Among >100,000 total hip arthroplasty (THA) patients ≥55 years of age whose data resides in a Canadian arthroplasty database, the 15-year cumulative incidence of periprosthetic joint infection (PJI) was 1.44%, according to a study by the McMaster Arthroplasty Collaborative in the March 18, 2020 issue of JBJS.

In addition to finding that the overall risk of developing PJI after THA has not changed over the last 15 years in this cohort, the authors found the following factors associated with increased risk of developing a PJI:

  • Male sex (absolute increased risk of 0.48% at 10 years)
  • Type 2 diabetes (absolute increased risk of 0.64% at 10 years)
  • Discharge to a convalescent-care facility (absolute increased risk of 0.46% at 10 years)

The authors view the third bulleted item above as “a surrogate marker of frailty and poorer general health.”

Patient age, surgical approach, surgical setting (academic versus rural), use of cement, and patient income were not associated with an increased risk of PJI. Nearly two-thirds of PJI cases occurred within 2 years after surgery, and 98% occurred within 10 years postoperatively.

The authors conclude that these and other substantiated findings about PJI risk factors “should be reviewed with the patient during preoperative risk counseling.”

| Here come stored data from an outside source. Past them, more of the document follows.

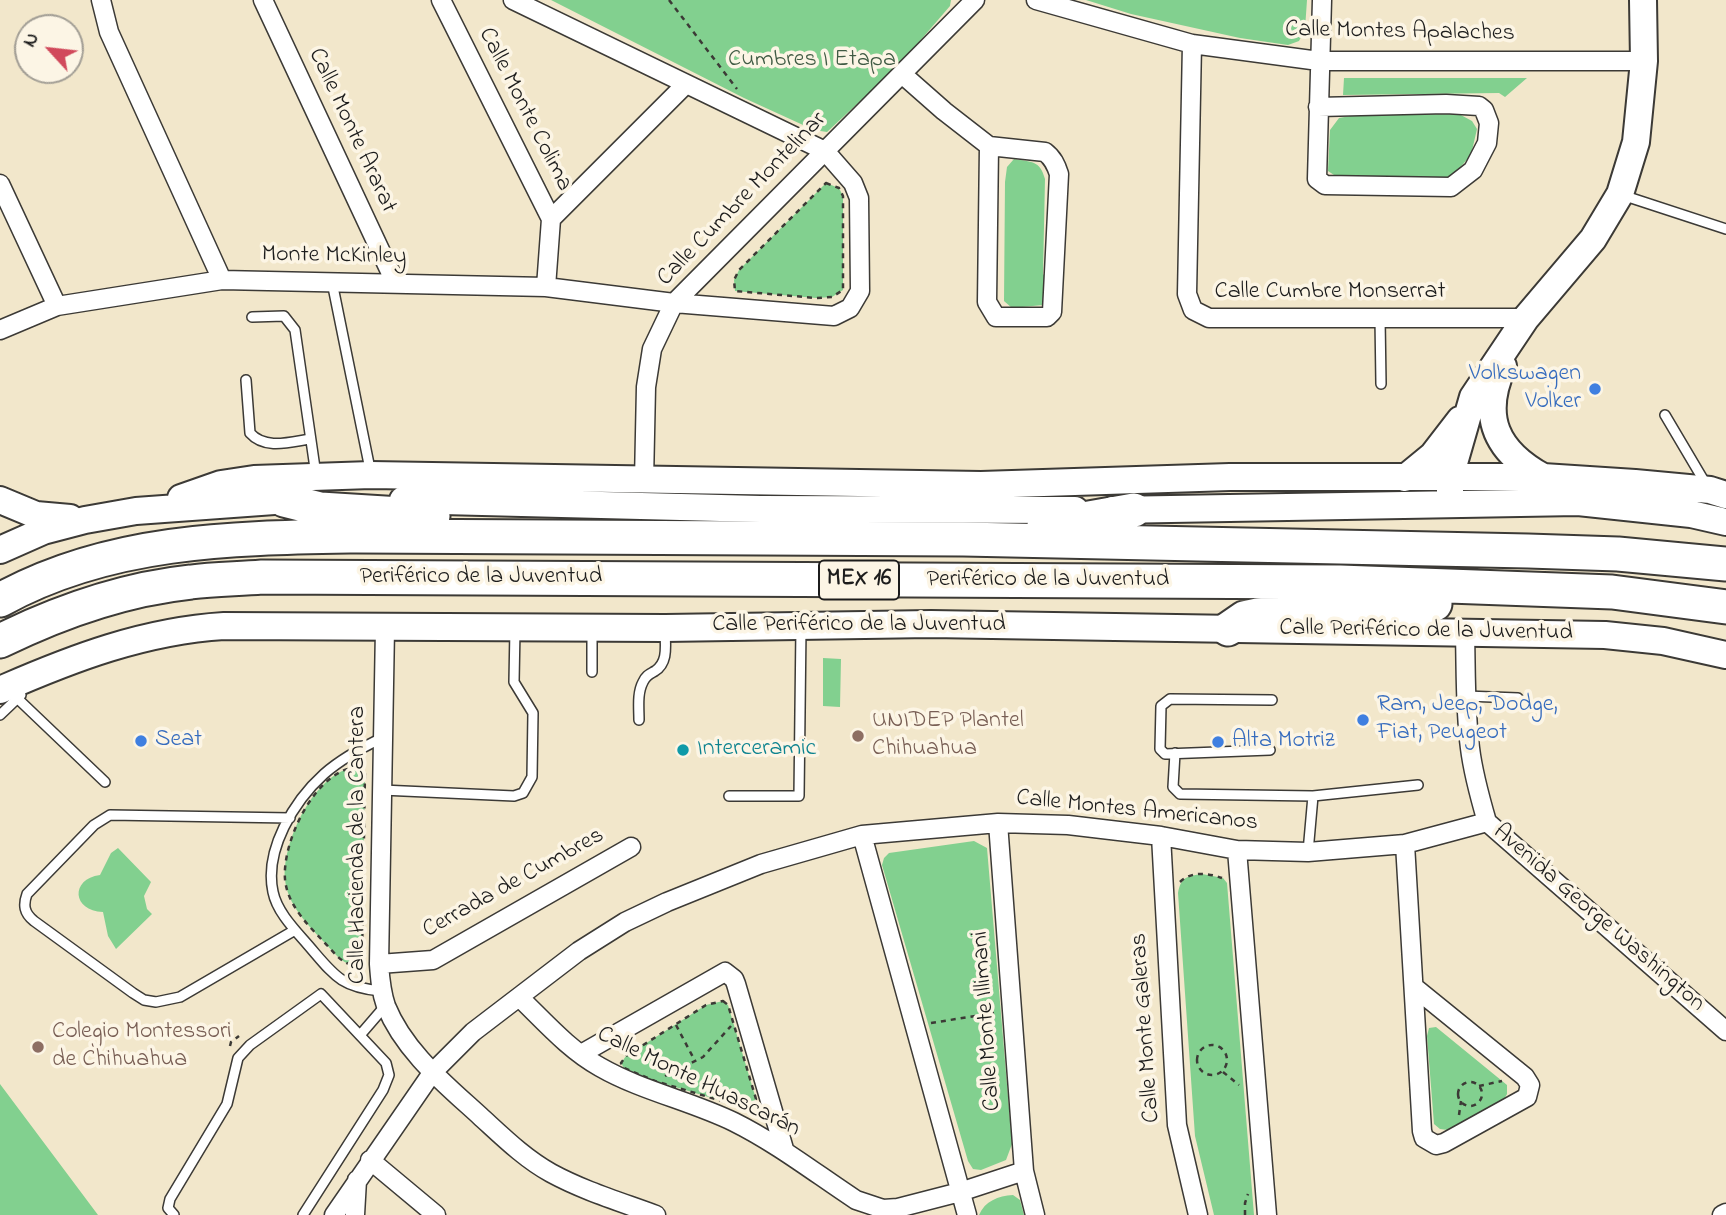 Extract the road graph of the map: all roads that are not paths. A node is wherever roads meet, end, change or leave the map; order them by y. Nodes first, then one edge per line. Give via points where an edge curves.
1 (102, 0) edge
2 (263, 0) edge
3 (441, 0) edge
4 (513, 0) edge
5 (975, 0) edge
6 (1036, 0) edge
7 (1322, 0) edge
8 (1643, 0) edge
9 (1192, 44) junction
10 (1319, 61) junction
11 (1644, 61) junction
12 (902, 74) junction
13 (685, 85) junction
14 (1318, 107) junction
15 (989, 146) junction
16 (825, 151) junction
17 (0, 184) edge
18 (1620, 194) junction
19 (551, 219) junction
20 (1726, 229) edge
21 (222, 280) junction
22 (332, 282) junction
23 (395, 282) junction
24 (546, 287) junction
25 (674, 303) junction
26 (57, 306) junction
27 (252, 317) dead end
28 (1381, 318) junction
29 (1526, 318) junction
30 (0, 330) edge
31 (246, 380) dead end
32 (1381, 384) dead end
33 (1473, 397) junction
34 (1665, 415) dead end
35 (310, 439) junction
36 (371, 475) junction
37 (316, 477) junction
38 (1450, 477) junction
39 (1543, 477) junction
40 (1405, 478) junction
41 (643, 481) junction
42 (486, 490) junction
43 (1718, 492) edge
44 (0, 500) edge
45 (284, 500) junction
46 (1450, 504) junction
47 (150, 509) junction
48 (1135, 510) junction
49 (85, 520) junction
50 (1726, 522) edge
51 (620, 538) junction
52 (964, 539) junction
53 (0, 550) edge
54 (1726, 564) edge
55 (1473, 586) junction
56 (0, 600) edge
57 (1726, 607) edge
58 (801, 626) junction
59 (515, 627) junction
60 (592, 627) junction
61 (385, 628) junction
62 (665, 628) junction
63 (1228, 629) junction
64 (1465, 634) junction
65 (0, 641) edge
66 (1726, 655) edge
67 (592, 672) dead end
68 (9, 694) edge
69 (1466, 696) junction
70 (1518, 698) dead end
71 (1272, 700) dead end
72 (0, 715) edge
73 (639, 720) dead end
74 (384, 737) junction
75 (1270, 750) dead end
76 (1175, 753) junction
77 (105, 782) dead end
78 (1418, 785) dead end
79 (382, 790) junction
80 (729, 796) dead end
81 (1313, 796) junction
82 (290, 818) junction
83 (1487, 822) junction
84 (998, 823) junction
85 (862, 835) junction
86 (1161, 836) junction
87 (1405, 844) junction
88 (631, 847) dead end
89 (1237, 850) junction
90 (1308, 852) junction
91 (295, 930) junction
92 (379, 964) junction
93 (1414, 987) junction
94 (519, 997) junction
95 (384, 998) junction
96 (1726, 1031) edge
97 (360, 1034) junction
98 (581, 1055) junction
99 (432, 1073) junction
100 (784, 1149) junction
101 (370, 1160) junction
102 (1024, 1171) junction
103 (356, 1180) junction
104 (960, 1192) junction
105 (1260, 1209) edge
106 (174, 1215) edge
107 (303, 1215) edge
108 (334, 1215) edge
109 (355, 1215) edge
110 (436, 1215) edge
111 (656, 1215) edge
112 (967, 1215) edge
113 (1035, 1215) edge
114 (1198, 1215) edge

1 - 21 street via 109,32
2 - 23 street, Calle Monte Ararat
3 - 19 street, Calle Monte Colima
4 - 13 street
5 - 12 street, Calle Cumbre Montelinar
6 - 9 street, Calle Montes Apalaches
7 - 10 street
8 - 11 main road
9 - 10 street, Calle Montes Apalaches
9 - 28 street, Calle Cumbre Monserrat via 1187,293 1193,310 1209,318
10 - 11 street, Calle Montes Apalaches
10 - 14 street
11 - 18 main road via 1636,142
12 - 15 street
12 - 16 street, Calle Cumbre Montelinar
13 - 16 street
13 - 19 street
14 - 14 street via 1317,179 1325,185 1451,187 1473,170 1487,143 1489,123 1479,106
15 - 15 street via 989,308 996,317 1047,317 1052,312 1056,165 1045,152
16 - 25 street, Calle Cumbre Montelinar
16 - 25 street, Monte McKinley via 853,183 859,198 860,291 850,308 834,316
17 - 26 street
18 - 20 lane
18 - 29 main road via 1594,239
19 - 24 street, Calle Monte Colima
21 - 22 street, Monte McKinley
21 - 26 street, Monte McKinley
22 - 23 street, Monte McKinley
22 - 36 lane
23 - 24 street, Monte McKinley
24 - 25 street, Monte McKinley
25 - 41 street, Calle Cumbre Montelinar via 652,349
26 - 30 street, Monte McKinley
27 - 35 lane via 284,316 295,330
28 - 29 street, Calle Cumbre Monserrat
28 - 32 lane
29 - 33 main road
29 - 39 main road via 1497,379 1492,413 1504,446 1516,461
31 - 35 lane via 250,433 256,440
33 - 38 main road
33 - 40 main road via 1446,440
34 - 43 lane
35 - 37 lane
36 - 37 main road
36 - 42 main road
37 - 47 main road via 221,484
38 - 39 main road
38 - 40 main road
38 - 46 main road
39 - 43 main road
40 - 41 main road via 1230,477 981,485
41 - 42 main road
42 - 45 main road
42 - 48 main road via 760,509
44 - 49 main road via 36,515
45 - 47 main road
45 - 51 highway via 320,509 484,520
46 - 48 main road
46 - 50 main road via 1578,502
47 - 49 main road
48 - 52 highway
49 - 53 main road via 43,531
51 - 52 highway, Periférico de la Juventud / MEX 16
51 - 56 highway, Periférico de la Juventud / MEX 16 via 217,540 118,554
52 - 54 highway, Periférico de la Juventud / MEX 16 via 1618,554
55 - 57 highway, Periférico de la Juventud / MEX 16 via 1612,592
55 - 63 highway via 1452,601 1258,615
55 - 65 highway, Periférico de la Juventud / MEX 16 via 262,577 142,591 79,608
58 - 62 main road, Calle Periférico de la Juventud
58 - 63 main road, Calle Periférico de la Juventud
58 - 80 lane via 799,796
59 - 60 main road, Calle Periférico de la Juventud
59 - 61 main road, Calle Periférico de la Juventud
59 - 79 lane via 514,682 534,713 532,777 523,793
60 - 62 main road, Calle Periférico de la Juventud
60 - 67 lane
61 - 68 main road, Calle Periférico de la Juventud via 191,628 120,643 40,672
61 - 74 street, Calle Hacienda de la Cantera
62 - 73 lane via 664,662 642,683
63 - 64 main road, Calle Periférico de la Juventud
64 - 66 main road, Calle Periférico de la Juventud via 1605,635 1663,641
64 - 69 street, Avenida George Washington
68 - 72 lane
68 - 77 lane
69 - 70 lane
69 - 83 street, Avenida George Washington via 1476,785
71 - 76 lane via 1166,701 1161,706 1160,749 1165,754
74 - 79 street, Calle Hacienda de la Cantera
74 - 82 lane via 324,774
75 - 76 lane
76 - 81 lane via 1173,787 1180,794
78 - 81 lane
79 - 92 street, Calle Hacienda de la Cantera
81 - 90 lane
82 - 91 lane via 279,838 272,882 280,909
82 - 91 lane via 110,815 94,825 27,894 24,908 27,916 133,993 156,1002 180,997
83 - 87 street, Calle Montes Americanos
83 - 96 street, Avenida George Washington
84 - 85 street, Calle Montes Americanos
84 - 86 street, Calle Montes Americanos via 1068,825
84 - 102 street, Calle Monte Illimani
85 - 94 street, Calle Montes Americanos via 761,864 625,922
85 - 104 street
86 - 89 street, Calle Montes Americanos
86 - 114 street, Calle Monte Galeras via 1177,1125
87 - 90 street, Calle Montes Americanos
87 - 93 street
88 - 92 street, Cerrada de Cumbres via 433,960
89 - 90 street, Calle Montes Americanos
89 - 105 street
91 - 95 lane via 338,978
92 - 95 street, Calle Hacienda de la Cantera
93 - 93 street via 1422,1131 1424,1138 1436,1145 1527,1097 1530,1084
94 - 98 street, Calle Monte Huascarán
94 - 99 street, Calle Montes Americanos via 473,1032
95 - 97 lane
95 - 99 street, Calle Hacienda de la Cantera via 400,1030
97 - 106 lane via 321,993 244,1050 234,1066 227,1104 170,1199 168,1208
97 - 107 lane via 386,1063 389,1075
98 - 100 street, Calle Monte Huascarán via 615,1075 711,1111
98 - 100 street via 725,972 734,979
99 - 101 street, Calle Montes Americanos
99 - 111 street, Calle Hacienda de la Cantera via 534,1162 571,1183
100 - 104 street, Calle Monte Huascarán via 870,1206 898,1208
101 - 103 street, Calle Montes Americanos
101 - 110 street
102 - 104 street, Calle Monte Huascarán
102 - 113 street, Calle Monte Illimani
103 - 108 street, Calle Montes Americanos
103 - 109 street
104 - 112 street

THA in the Very Young: Midterm Results

Orthopaedic surgeons work hard to find good alternatives to total hip arthroplasty (THA) in patients <50 years old. That’s because the high functional demands and longer remaining lifespan in these patients can result in excessive wear of the bearing surfaces and loosening of the components—both of which have been documented in multiple publications. But what happens when THA is the most viable solution for a posttraumatic or congenital hip problem in a very young patient because arthrodesis or other osteotomies are not feasible?

In the March 18, 2020 issue of The Journal, Pallante et al. report medium-term outcomes of THA in 78 patients who were ≤20 years of age at the time of surgery, with follow-ups ranging from 2 to 18 years. The findings included the following:

  • 10-year survivorship for reoperation of 95.0%
  • 10-year survivorship for revision of 97.2%
  • 10-year survivorship for complications of 89.5%

Overall, the linear articular wear averaged 0.019 mm/yr in the ceramic-on-ceramic, ceramic-on-highly cross-linked polyethylene, and metal-on-highly cross-linked polyethylene bearings studied, and the average modified Harris hip score in the cohort was 92.

However, despite these impressive clinical and survivorship outcomes, I advise orthopaedists not to lower their resistance to performing THA on these very young patients, many of whom present with hip problems caused by deforming conditions such as Legg-Calve-Perthes disease. We really need 30 to 40 years of outcome data to truly  understand what happens with function, revision rates, and wear characteristics in this population. Having said that, I am confident that this group from Mayo will continue reporting on this patient cohort at 5- to 10-year intervals, so that the worldwide orthopaedic community can keep learning from this experience.

Marc Swiontkowski, MD
JBJS Editor-in-Chief

Are Tantalum Hip Implants Safe?

I have been told that daytime TV is punctuated by a continual stream of ads for personal-injury lawyers asking if you have been injured by a particular medication or medical device.  Since 2002, billions of dollars have been paid out in lawsuits over metal-on-metal hip replacements containing cobalt and/or chromium, the “loose” ions of which increase the risk for aseptic lymphocyte-dominated vasculitis-associated lesions (ALVAL)—which are sometimes referred to as “pseudotumors.” So orthopaedic surgeons understandably want to know more about the potential long-term implications of newer metal technologies such as tantalum.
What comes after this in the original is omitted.